La notizia, in poco tempo, percorre migliaia di chilometri e raggiunge il Presidente del Consiglio Giorgia Meloni, che si trova nella Lapponia finlandese per partecipare al vertice Nord-Sud, al cui centro c’è proprio i focus della sicurezza e della migrazione. Nel corso della conferenza stampa, nel mezzo delle nevi della Finlandia, Meloni riesce a gelare il ministro dei Trasporti e delle Infrastrutture, di fatto chiudendo ogni possibilità per cui un nuovo rimpasto possa interessare il suo governo.
“Oggi sia io che Matteo Salvini siamo contenti del lavoro del nostro ottimo ministro dell’Interno“, ha infatti dichiarato convinta il premier, cercando di evitare di creare una nuova frattura all’interno del centrodestra. Meloni è consapevole che l’assoluzione di Salvini potrebbe innalzare nuovamente i consensi della Lega e la possibilità che questo si ritrovi a capo di un ministero influente come quello degli Interni non sembra proprio un’idea saggia.

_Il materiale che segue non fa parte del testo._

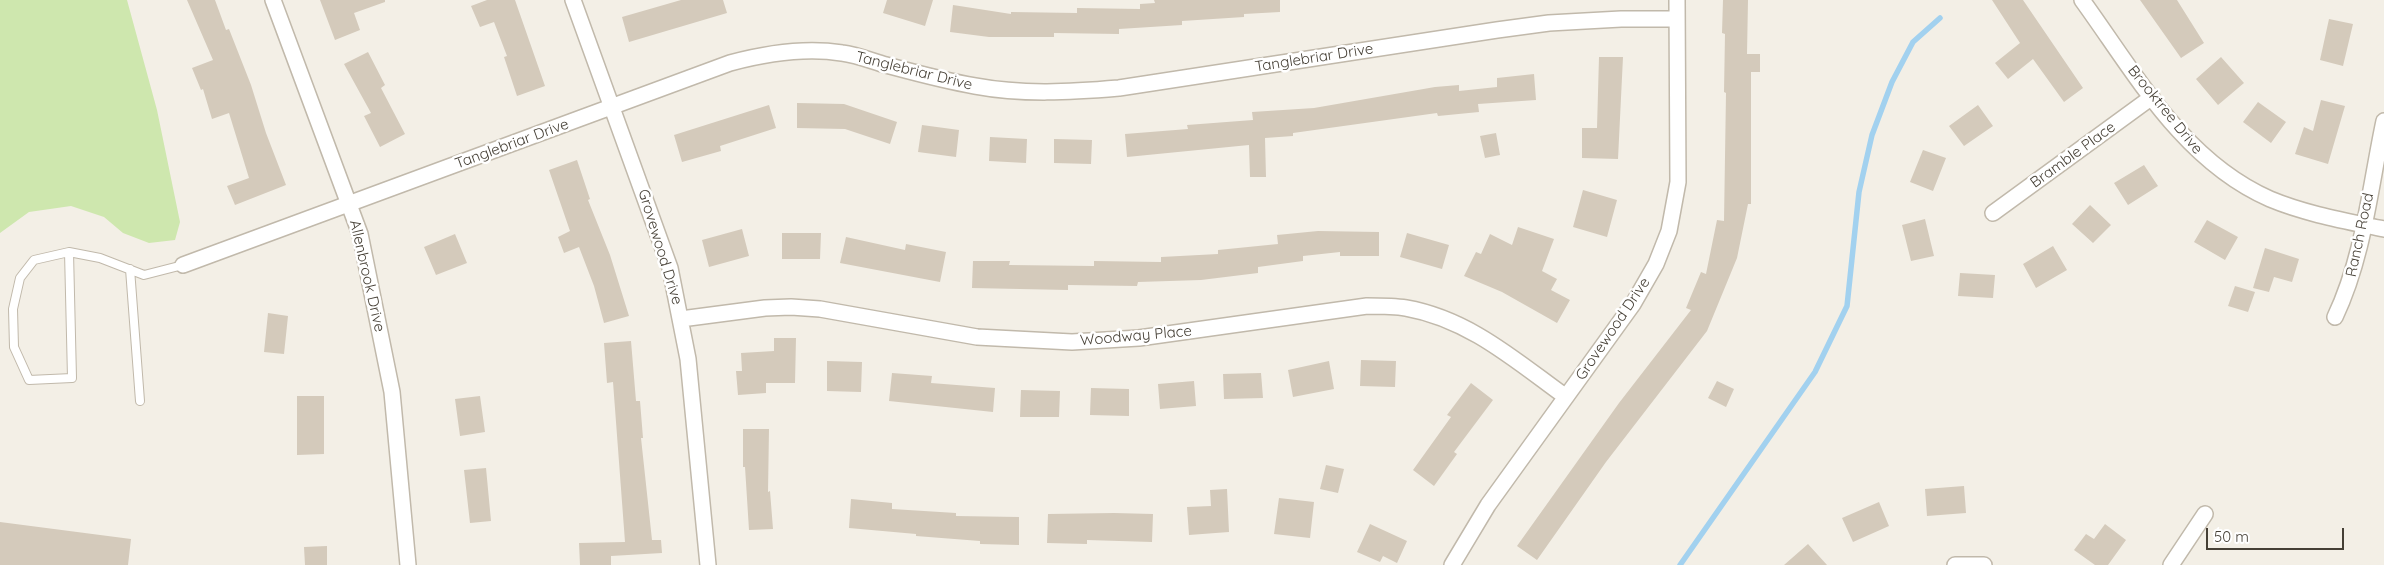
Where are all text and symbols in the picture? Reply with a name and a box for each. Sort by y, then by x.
street label: Tanglebriar Drive [1254,40,1374,76]
street label: Tanglebriar Drive [854,48,974,94]
street label: Brooktree Drive [2124,62,2206,158]
street label: Tanglebriar Drive [453,115,571,173]
street label: Bramble Place [2027,118,2119,192]
street label: Grovewood Drive [634,187,686,307]
street label: Ranch Road [2342,191,2378,279]
street label: Allenbrook Drive [345,218,389,334]
street label: Grovewood Drive [1572,274,1654,384]
street label: Woodway Place [1079,322,1193,350]
scale bar [2209,518,2346,550]
text: 50 m [2214,527,2249,546]

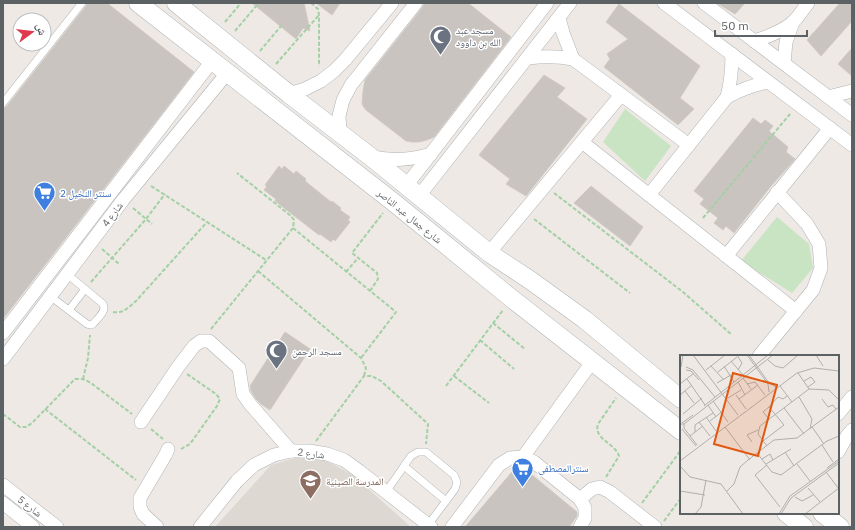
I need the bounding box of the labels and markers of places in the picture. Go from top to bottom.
mosque icon: مسجد عبد الله بن داوود [427,23,453,56]
place label: مسجد عبد الله بن داوود [456,24,501,49]
supermarket icon: سنتر النخيل 2 [31,180,57,213]
place label: سنتر النخيل 2 [60,187,112,200]
mosque icon: مسجد الرحمن [264,338,290,371]
place label: مسجد الرحمن [292,345,342,358]
supermarket icon: سنترالمصطفى [510,455,536,488]
place label: سنترالمصطفى [538,462,589,475]
school or university icon: المدرسة الصينية [297,468,323,501]
place label: المدرسة الصينية [326,475,384,488]

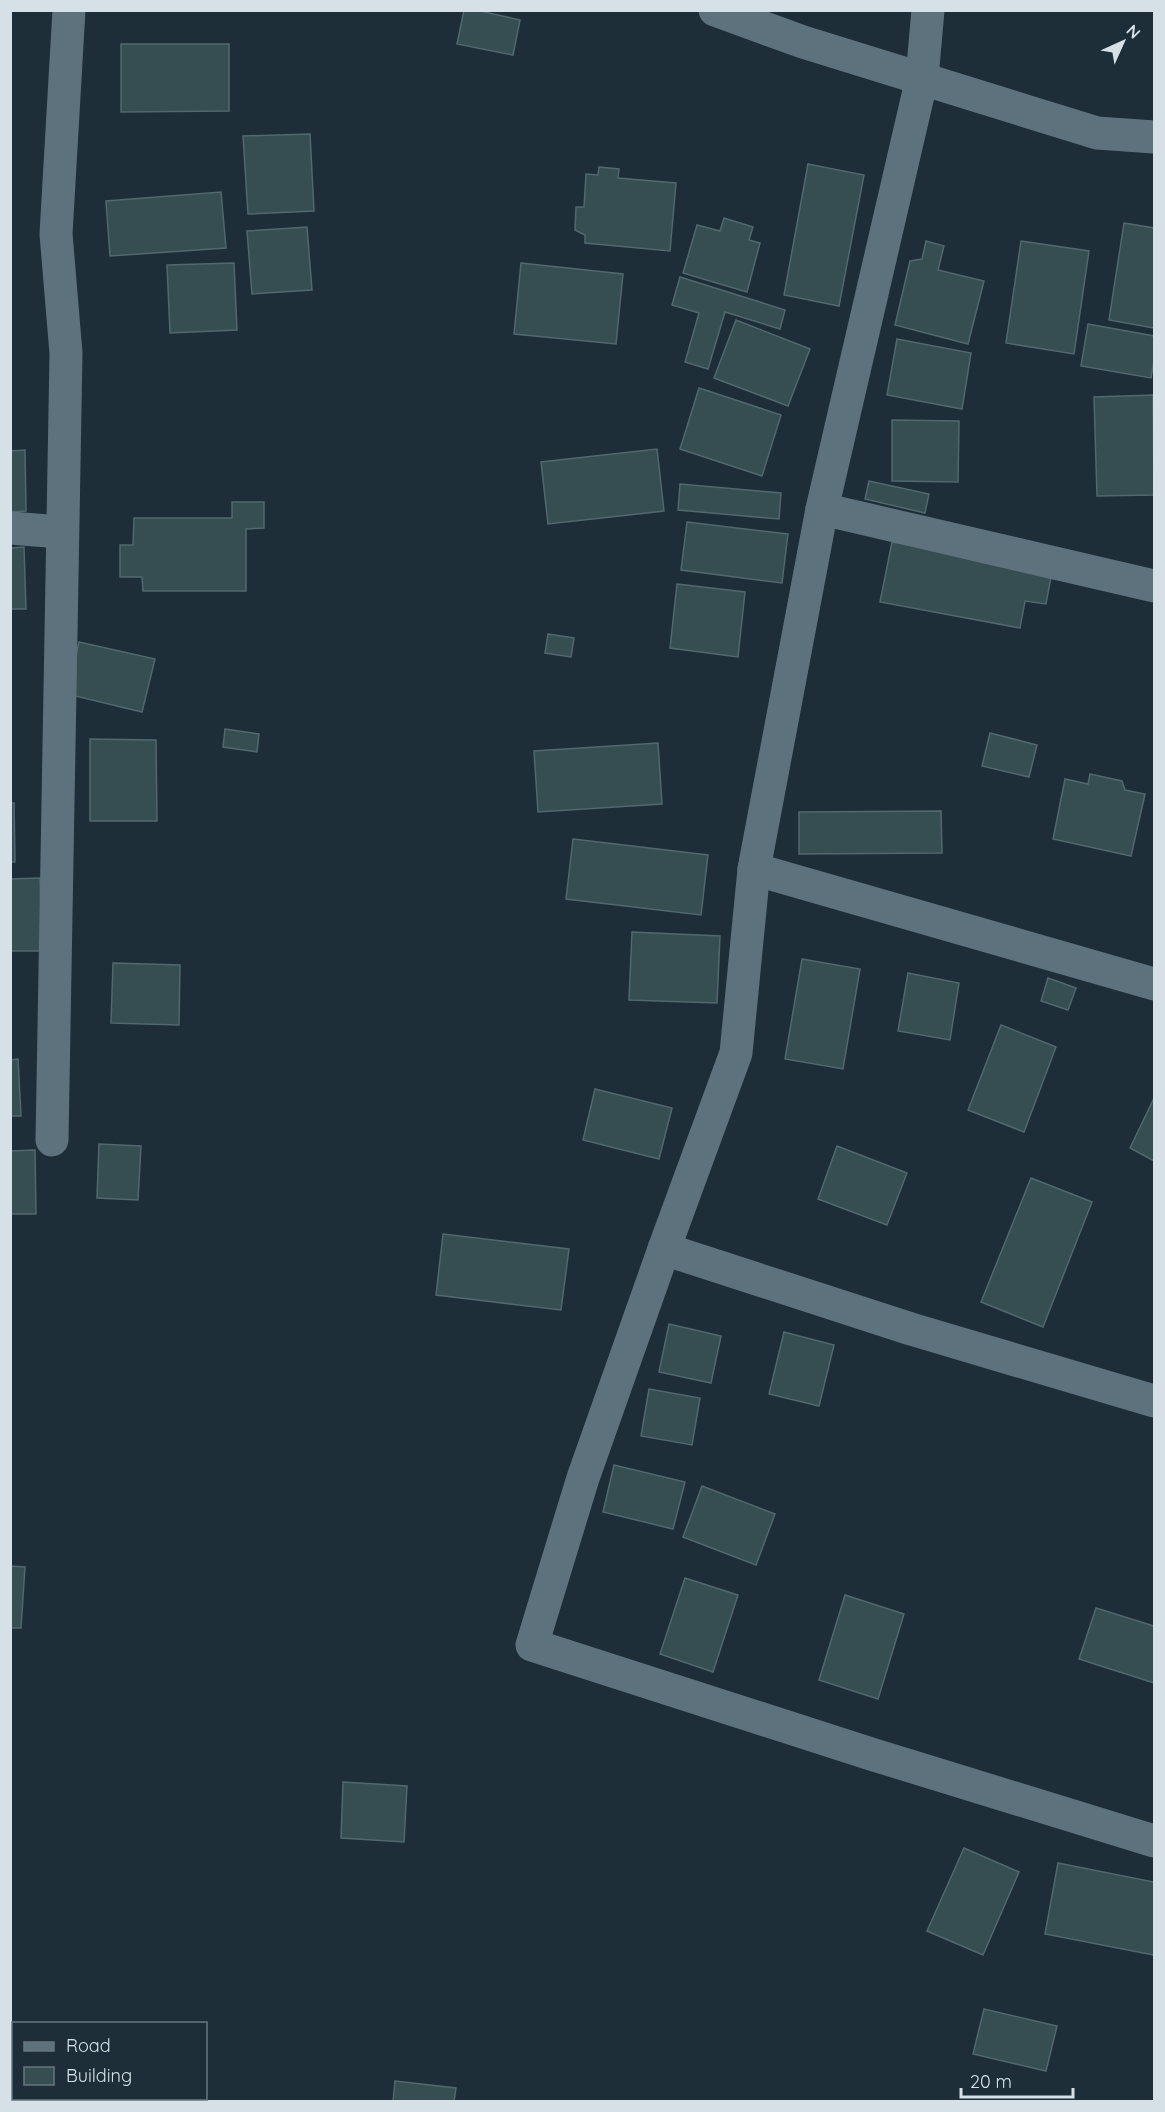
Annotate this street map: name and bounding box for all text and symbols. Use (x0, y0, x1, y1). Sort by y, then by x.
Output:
north arrow (1093, 12, 1153, 72)
text: N (1122, 20, 1145, 43)
legend (12, 2022, 207, 2100)
text: Road (66, 2034, 111, 2057)
scale bar (961, 2061, 1074, 2099)
text: Building (66, 2064, 132, 2087)
text: 20 m (970, 2070, 1012, 2093)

Salvini: “Occuparsi di sicurezza è qualcosa a cui tutti potrebbero ambire“
Nonostante la chiusura di Giorgia Meloni, il leader della Lega non sembra intenzionato ad abbandonare l’argomento, che potrebbe quindi essere il nuovo focus di scontro del 2025. “Sicuramente occuparsi della sicurezza, del futuro, della tranquillità, della serenità di milioni di italiani è qualcosa di bello a cui tutti non potrebbero che ambire“, ha infatti sottolineato l’attuale ministero dei Trasporti che però, davanti ai cronisti di Milano, cerca anche di non esagerare troppo per evitare di creare crisi in un momento delicato come quello attuale.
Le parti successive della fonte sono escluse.